As an actor who starred in umpteen romance dramas, Siddharth seems the right person to answer why we have been getting few and far love stories these days. “People are always excited about love stories,” he states. “When you do an action film, which is about suspending disbelief, people remember the hero; and when you do a love story, people will remember the character.”

He adds, “The reason I stopped making them is because I had made the most iconic films of that genre in my generation and every time I go back to that, people are going to compare. To come out on top of that comparison is not easy.”


Siddharth | Photo Credit: Special Arrangement

Meanwhile, step-out lines for Aval 2 and Aval 3, sequels of his 2017 horror film, praised for its sound design, are all done. But Siddharth asks you to be patient. “As horror movie aficionados, we are proud of pulling off an A-certificate horror film, something we were advised against. But I don’t believe that a sequel-to-monetise is reason enough to jump into it.”

Fans of his 2016 comedy-drama Jil Jung Juk, however, need not wait longer for its streaming debut. “The film will go for a prominent streaming deal in the next 18 months and we will announce an update. Some films become bigger and better as we grow older, and Jil Jung Juk is one such film.”

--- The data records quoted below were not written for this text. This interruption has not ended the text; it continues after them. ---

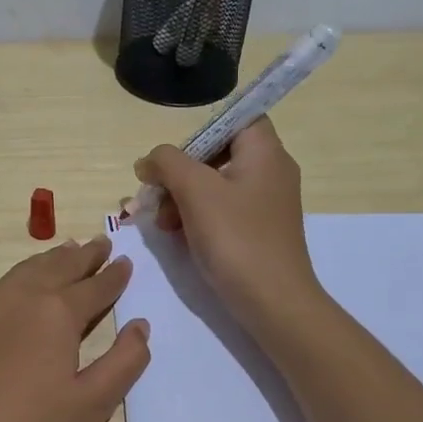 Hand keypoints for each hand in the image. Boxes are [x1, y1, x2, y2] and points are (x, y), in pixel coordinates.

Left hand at [0, 236, 150, 421]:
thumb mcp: (90, 405)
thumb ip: (123, 362)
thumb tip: (140, 326)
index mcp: (57, 312)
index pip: (94, 286)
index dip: (114, 276)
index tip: (126, 261)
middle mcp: (21, 297)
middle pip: (59, 267)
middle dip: (84, 255)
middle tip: (101, 244)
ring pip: (27, 270)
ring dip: (52, 259)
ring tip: (67, 251)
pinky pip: (4, 285)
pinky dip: (25, 274)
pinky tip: (25, 284)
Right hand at [134, 118, 320, 330]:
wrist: (274, 303)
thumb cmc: (237, 238)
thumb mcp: (195, 191)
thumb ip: (167, 163)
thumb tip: (149, 161)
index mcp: (265, 152)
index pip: (236, 118)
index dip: (202, 132)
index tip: (176, 158)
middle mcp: (271, 171)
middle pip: (218, 153)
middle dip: (180, 173)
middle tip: (157, 196)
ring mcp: (266, 203)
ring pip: (215, 185)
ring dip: (182, 198)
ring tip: (162, 224)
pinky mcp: (258, 230)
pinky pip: (222, 210)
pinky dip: (197, 217)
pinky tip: (178, 237) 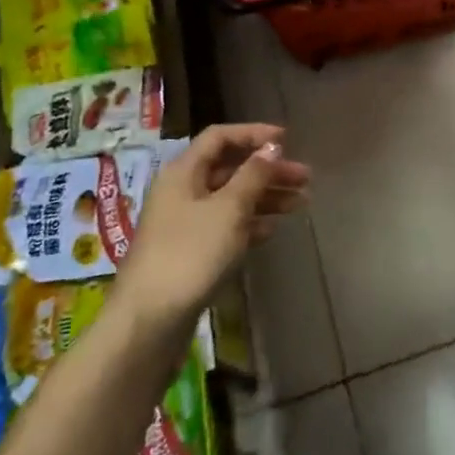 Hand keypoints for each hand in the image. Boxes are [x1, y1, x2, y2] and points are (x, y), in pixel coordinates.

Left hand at [118, 124, 310, 320]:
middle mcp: (182, 192)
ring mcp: (185, 224)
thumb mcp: (228, 209)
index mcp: (183, 172)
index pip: (219, 137)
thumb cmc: (190, 254)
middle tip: (305, 178)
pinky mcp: (190, 253)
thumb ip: (253, 175)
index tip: (287, 140)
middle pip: (230, 169)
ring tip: (300, 204)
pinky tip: (272, 230)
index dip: (253, 134)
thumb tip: (271, 147)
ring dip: (265, 197)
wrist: (149, 321)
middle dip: (268, 171)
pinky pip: (226, 226)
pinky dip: (250, 223)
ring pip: (231, 199) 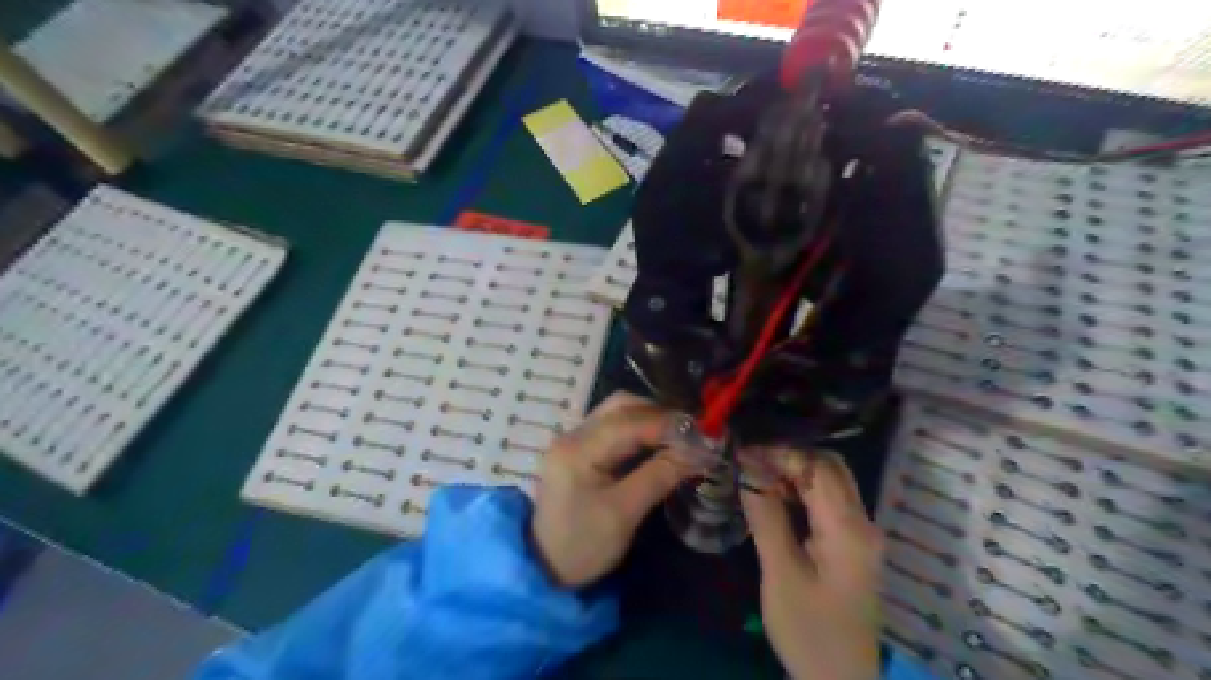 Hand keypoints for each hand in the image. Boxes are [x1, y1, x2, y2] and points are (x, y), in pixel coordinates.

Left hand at [535, 393, 706, 589]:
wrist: (544, 570)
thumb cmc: (583, 547)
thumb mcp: (624, 514)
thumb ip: (659, 476)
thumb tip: (698, 451)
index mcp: (578, 449)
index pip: (629, 421)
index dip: (669, 424)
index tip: (703, 433)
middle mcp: (572, 435)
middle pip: (621, 406)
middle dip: (660, 415)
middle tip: (693, 432)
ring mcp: (573, 440)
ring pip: (618, 413)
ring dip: (651, 420)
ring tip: (681, 437)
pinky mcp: (579, 450)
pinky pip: (613, 428)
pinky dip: (640, 431)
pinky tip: (659, 444)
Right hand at [739, 449, 880, 678]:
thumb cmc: (808, 629)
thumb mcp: (781, 573)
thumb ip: (767, 517)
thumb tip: (748, 470)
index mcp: (848, 529)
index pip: (817, 467)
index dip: (780, 453)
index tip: (744, 452)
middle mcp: (863, 522)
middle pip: (830, 467)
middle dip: (789, 456)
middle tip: (750, 461)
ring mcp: (861, 534)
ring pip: (831, 482)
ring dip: (795, 471)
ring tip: (756, 474)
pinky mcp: (852, 545)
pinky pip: (829, 501)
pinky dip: (802, 490)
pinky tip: (775, 496) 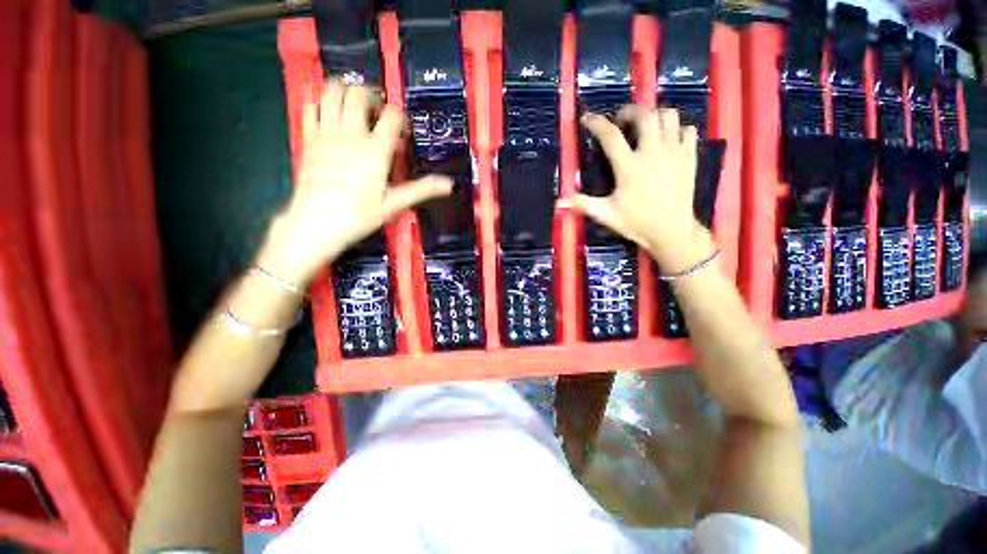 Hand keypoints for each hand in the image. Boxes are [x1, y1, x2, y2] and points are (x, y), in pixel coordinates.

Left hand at [256, 80, 452, 285]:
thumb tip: (449, 185)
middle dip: (372, 95)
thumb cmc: (358, 215)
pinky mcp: (309, 137)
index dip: (400, 117)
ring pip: (332, 92)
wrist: (315, 222)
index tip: (402, 130)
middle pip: (359, 93)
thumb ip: (421, 189)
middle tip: (379, 112)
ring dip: (346, 90)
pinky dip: (322, 102)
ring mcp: (326, 132)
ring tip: (356, 105)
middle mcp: (351, 133)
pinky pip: (312, 105)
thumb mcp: (394, 204)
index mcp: (375, 150)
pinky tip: (330, 113)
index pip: (392, 116)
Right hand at [561, 106, 713, 273]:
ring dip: (655, 116)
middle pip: (645, 115)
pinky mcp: (690, 157)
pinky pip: (688, 130)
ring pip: (669, 117)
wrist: (672, 231)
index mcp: (629, 167)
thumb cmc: (637, 223)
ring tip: (645, 126)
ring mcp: (674, 153)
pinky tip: (668, 140)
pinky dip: (678, 129)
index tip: (587, 118)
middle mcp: (652, 153)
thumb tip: (560, 201)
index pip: (610, 136)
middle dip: (630, 111)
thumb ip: (583, 204)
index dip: (597, 123)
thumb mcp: (606, 215)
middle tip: (621, 120) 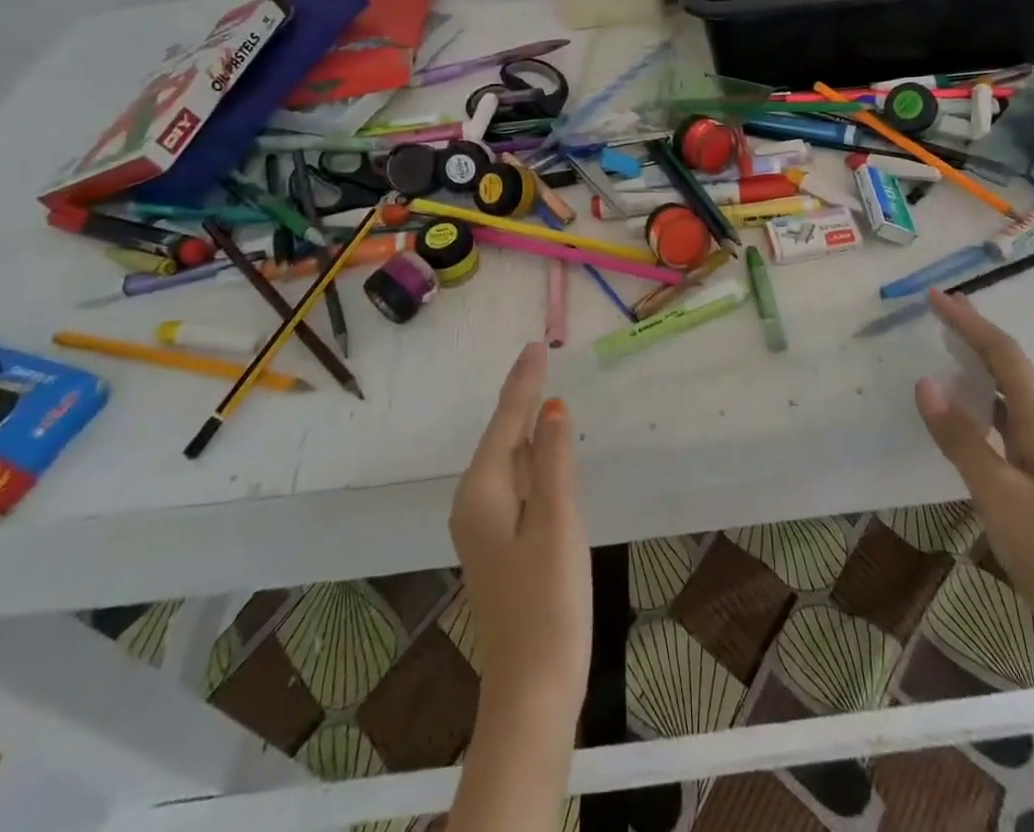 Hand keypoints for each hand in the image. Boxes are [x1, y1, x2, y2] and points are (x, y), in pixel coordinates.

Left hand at [450, 341, 590, 726]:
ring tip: (542, 390)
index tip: (535, 345)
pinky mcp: (500, 544)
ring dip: (525, 425)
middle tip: (539, 358)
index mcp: (483, 491)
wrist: (532, 687)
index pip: (506, 422)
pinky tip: (544, 449)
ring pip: (507, 460)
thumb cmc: (548, 601)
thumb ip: (555, 460)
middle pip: (501, 437)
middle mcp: (474, 502)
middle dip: (520, 397)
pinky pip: (514, 482)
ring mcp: (485, 527)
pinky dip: (531, 456)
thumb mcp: (558, 521)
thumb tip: (552, 408)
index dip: (523, 383)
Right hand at [914, 290, 1033, 673]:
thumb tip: (925, 381)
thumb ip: (961, 437)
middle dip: (975, 334)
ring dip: (979, 365)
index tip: (935, 297)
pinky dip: (982, 402)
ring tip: (946, 350)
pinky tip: (965, 416)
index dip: (970, 322)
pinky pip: (1007, 421)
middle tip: (939, 312)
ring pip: (1010, 393)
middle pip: (1010, 366)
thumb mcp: (998, 494)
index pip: (1004, 355) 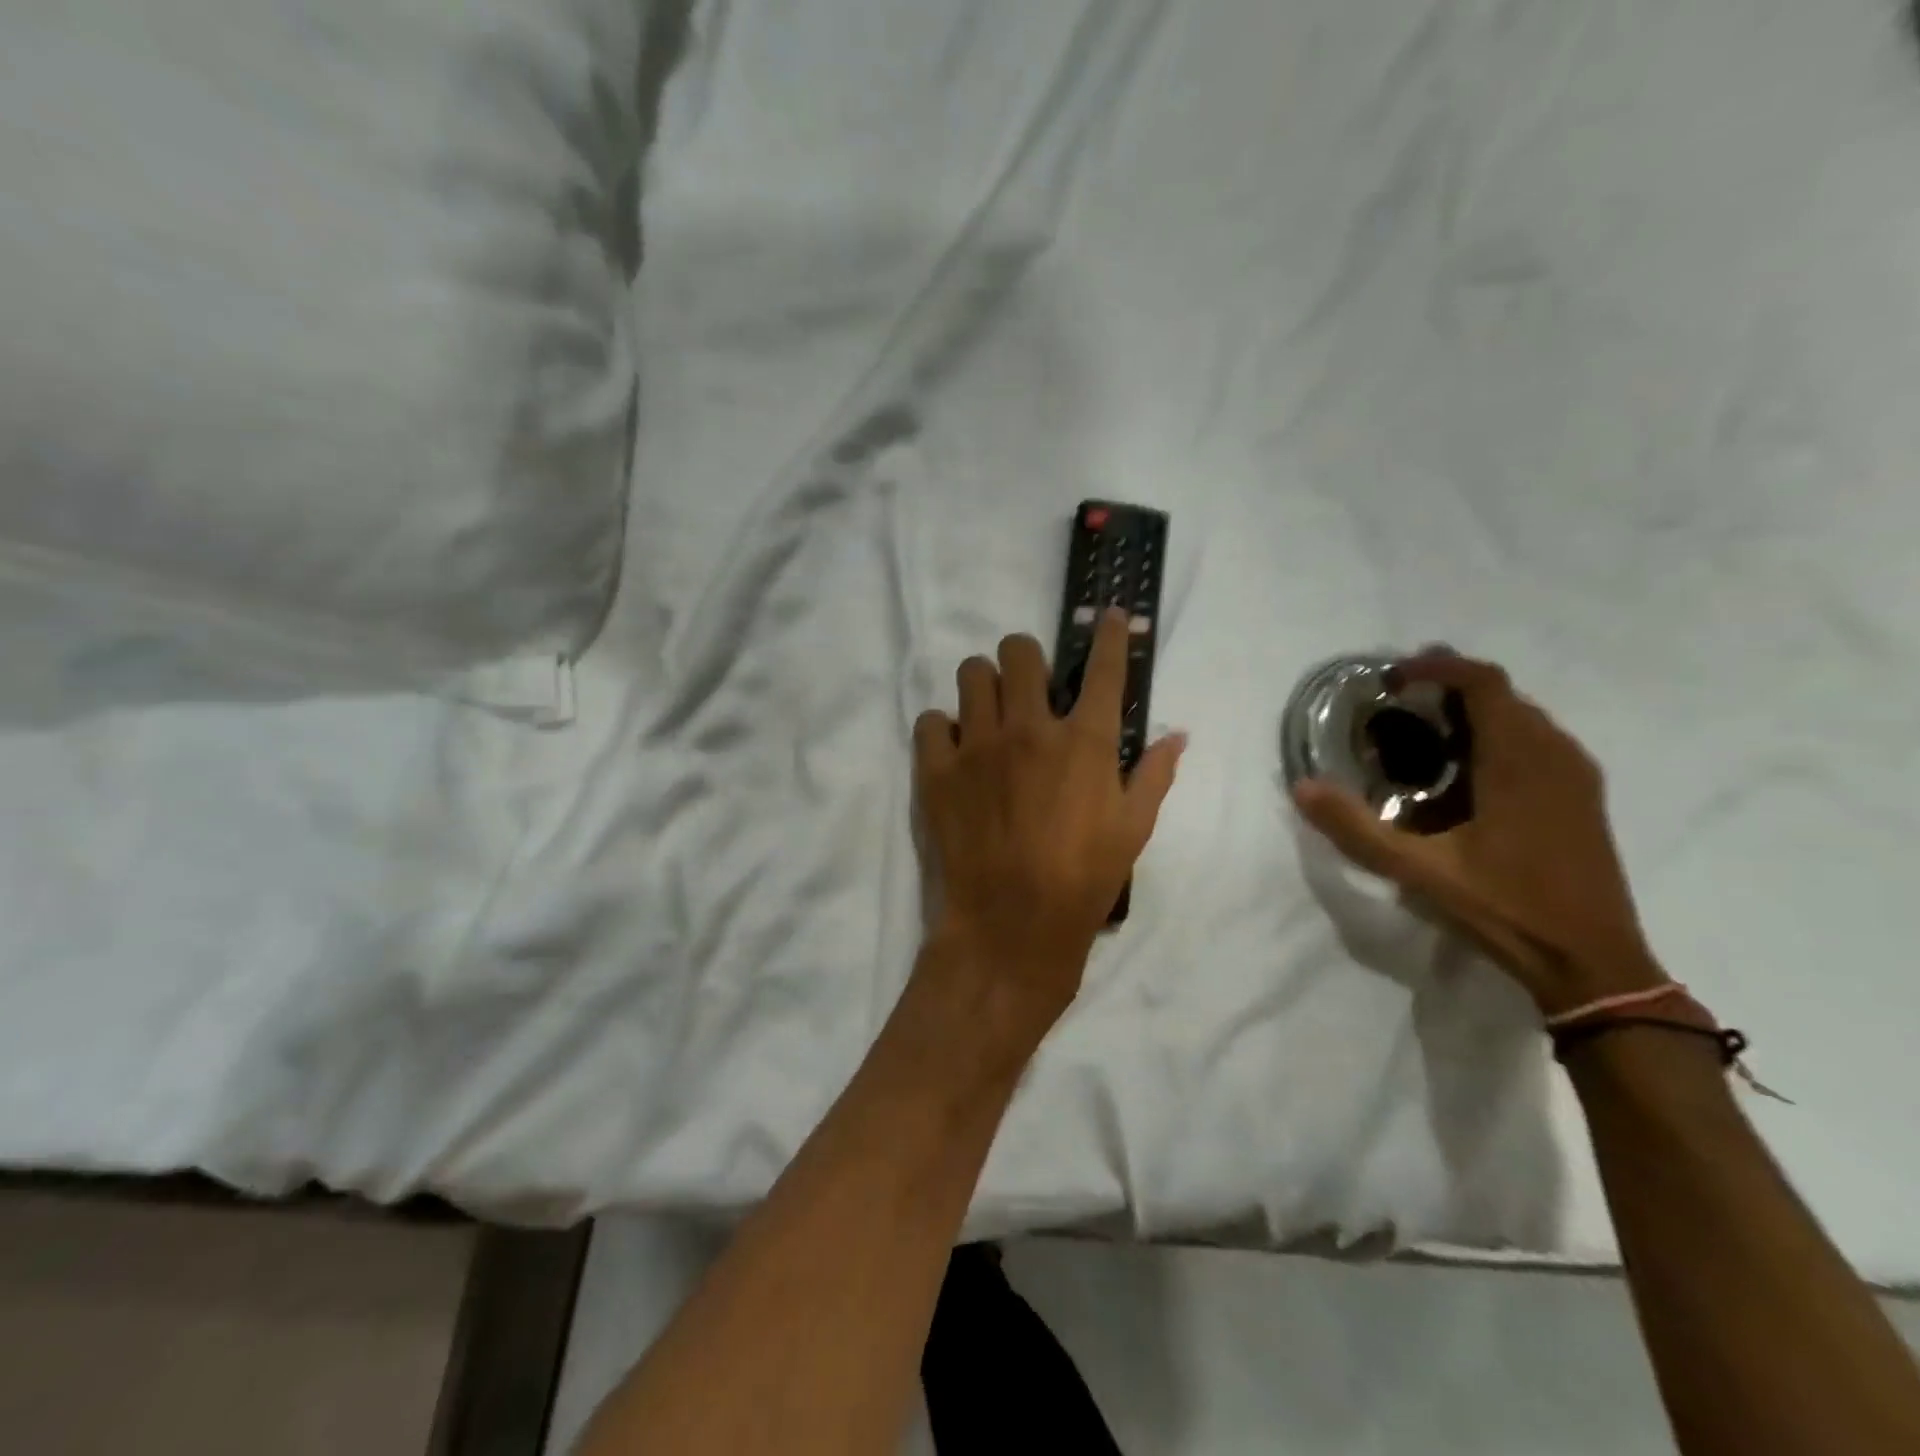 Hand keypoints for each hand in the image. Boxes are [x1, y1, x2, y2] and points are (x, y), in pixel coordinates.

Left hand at [913, 609, 1185, 1044]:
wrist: (1011, 926)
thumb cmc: (1083, 881)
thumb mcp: (1134, 831)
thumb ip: (1155, 775)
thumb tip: (1176, 734)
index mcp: (1086, 741)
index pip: (1104, 668)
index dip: (1110, 635)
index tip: (1110, 617)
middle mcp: (1030, 728)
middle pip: (1020, 651)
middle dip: (1026, 658)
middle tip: (1029, 686)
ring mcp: (979, 745)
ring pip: (971, 672)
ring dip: (984, 684)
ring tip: (989, 712)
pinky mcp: (937, 769)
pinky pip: (930, 720)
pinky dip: (942, 728)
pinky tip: (955, 750)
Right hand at [1292, 651, 1661, 1016]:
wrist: (1594, 963)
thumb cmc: (1506, 909)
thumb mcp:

Meanwhile, two things from Siddharth’s bucket list are coming to fruition. First is Shankar’s Indian 2. “I have been wanting to work with my guru Kamal Haasan sir, who has always inspired me to be a better actor. I also got the opportunity to work with the gentleman who launched me 20 years ago.”

Making a film without any compromises is the second, and he says Chiththa will be just that. “It’s a great time to work with youngsters like Arunkumar; Etaki Entertainment is in this to give opportunities to people like us who didn’t know anyone in the business but are full of ideas, like Deeraj Vaidy or Milind Rau or the technicians they brought in. So, a lot of exciting things are coming up.”